What is the initial state in the second register in Shor's algorithm?

Question

Following up on this question, can someone help me clear up the notation we're using for states in Shor's algorithm? It's very unclear what the sentence "where the second register is $|1\rangle$ made from $n$ qubits" in the Wikipedia article means. The input state is supposedly $|0\rangle^{\otimes 2n+1} \otimes |1\rangle$. The first register makes sense, and one could write $|0\rangle^{\otimes 2n+1}=|\underbrace{0 \ldots 0}_{2n+1}\rangle$. Would one say that's $|0\rangle$ made from $2n+1$ qubits?

It appears we have states for all integers $0 \le k < 2^n$, which makes sense because if our fundamental qubit states are $|0\rangle$ and $|1\rangle$ then we can write $k$ in binary and we have $2^n$ tensor product states. Isn't the state $|0\rangle = |\underbrace{0 \ldots 0}_{n}\rangle$ and $|1\rangle = |1\underbrace{0 \ldots 0}_{n-1}\rangle$?

Clearly there must be $n$ qubits in the second register as input since $U$ (multiplication by $a$ modulo $N$) is a $2^n \times 2^n$ matrix. Yes, $U$ has eigenvectors, and $|1\rangle$ is an equal sum of those eigenvectors, but that doesn't help me understand the fixed input state.

Answer 1

They mean that the second register uses $n$ qubits, and it's in the state $|1\rangle$.

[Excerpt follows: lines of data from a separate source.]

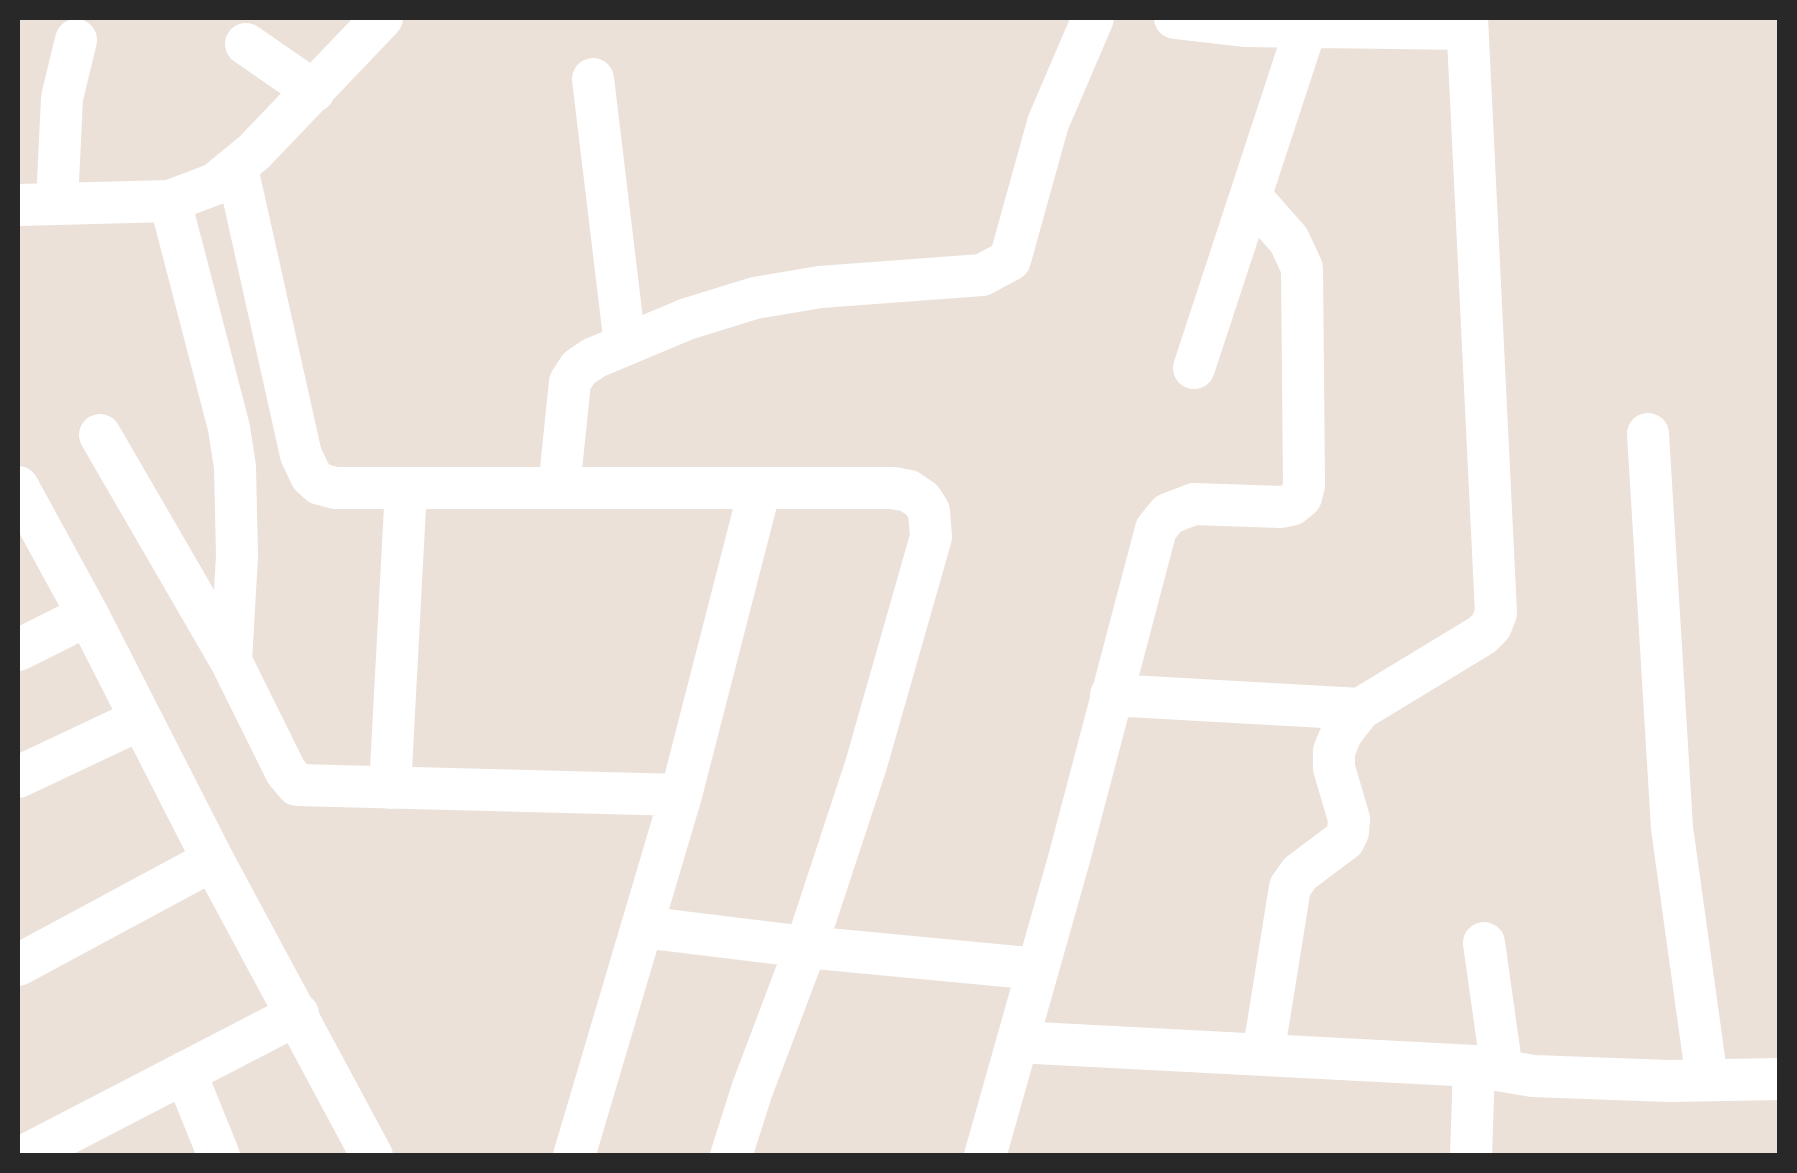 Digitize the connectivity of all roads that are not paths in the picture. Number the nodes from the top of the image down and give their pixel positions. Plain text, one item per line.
1 (382, 18) edge
2 (1092, 18) edge
3 (1176, 18) edge
4 (1308, 22) edge
5 (1467, 23) edge
6 (76, 40) dead end
7 (246, 44) dead end
8 (594, 79) dead end
9 (314, 91) junction
10 (237, 168) junction
11 (1251, 196) junction
12 (170, 201) junction
13 (37, 204) edge
14 (625, 345) junction
15 (1194, 368) dead end
16 (1648, 434) dead end
17 (100, 435) dead end
18 (18, 486) edge
19 (406, 488) junction
20 (559, 488) junction
21 (760, 488) junction
22 (88, 614) junction
23 (18, 650) edge
24 (230, 661) junction
25 (1111, 695) junction
26 (1360, 709) junction
27 (141, 719) junction
28 (18, 777) edge
29 (390, 788) junction
30 (681, 795) junction
31 (213, 860) junction
32 (642, 927) junction
33 (1484, 943) dead end
34 (806, 948) junction
35 (18, 965) edge
36 (1038, 969) junction
37 (298, 1014) junction
38 (1017, 1042) junction
39 (1263, 1055) junction
40 (1488, 1069) junction
41 (185, 1072) junction
42 (1780, 1079) edge
43 (1707, 1080) junction
44 (24, 1156) edge
45 (219, 1156) edge
46 (372, 1156) edge
47 (574, 1156) edge
48 (731, 1156) edge
49 (985, 1156) edge
50 (1470, 1156) edge

1 - 9 street
2 - 14 street
3 - 4 street
4 - 5 street
4 - 11 street
5 - 26 street
6 - 13 street
7 - 9 street
8 - 14 street
9 - 10 street
10 - 12 street
10 - 19 street
11 - 15 street
11 - 25 street
12 - 13 street
12 - 24 street
14 - 20 street
16 - 43 street
17 - 24 street
18 - 22 street
19 - 20 street
19 - 29 street
20 - 21 street
21 - 30 street
21 - 34 street
22 - 23 street
22 - 27 street
24 - 29 street
25 - 26 street
25 - 36 street
26 - 39 street
27 - 28 street
27 - 31 street
29 - 30 street
30 - 32 street
31 - 35 street
31 - 37 street
32 - 34 street
32 - 47 street
33 - 40 street
34 - 36 street
34 - 48 street
36 - 38 street
37 - 41 street
37 - 46 street
38 - 39 street
38 - 49 street
39 - 40 street
40 - 43 street
40 - 50 street
41 - 44 street
41 - 45 street
42 - 43 street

This is using the standard way of enumerating the $2^n$ possible (computational basis) $n$-qubit states, so $|k\rangle$ denotes the $n$-qubit state corresponding to the binary string which in base-10 corresponds to $k\in\mathbb{N}$.

Consider for example $n=2$. Then $$|0\rangle \simeq|0,0\rangle, \quad |1\rangle \simeq|0,1\rangle, \quad |2\rangle \simeq|1,0\rangle, \quad |3\rangle \simeq|1,1\rangle.$$ So more generally, you could say that $|1\rangle$ denotes the $n$-qubit state with binary representation $|0\rangle^{\otimes(n-1)}\otimes|1\rangle$. Although this expression is generally not very insightful in this context.

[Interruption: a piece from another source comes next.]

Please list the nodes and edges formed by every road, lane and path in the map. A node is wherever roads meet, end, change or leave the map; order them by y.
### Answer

Note also that conventions may vary, and so you might have the equivalence $|1\rangle\simeq|1\rangle\otimes|0\rangle^{\otimes(n-1)}$ rather than the one above. This doesn't affect any result of course, it's only a notational detail.

The reason you use this particular state for the second register is that, as you might observe directly, the modular multiplication operator $U_a$ has eigenvectors $|u_s\rangle$, corresponding to eigenvalues $e^{2\pi i s/p}$ with $p$ period, which sum to precisely $|1\rangle$. Therefore using $|1\rangle$ as second register is a convenient way to perform a quantum phase estimation with a set of possible eigenstates of $U_a$ in superposition.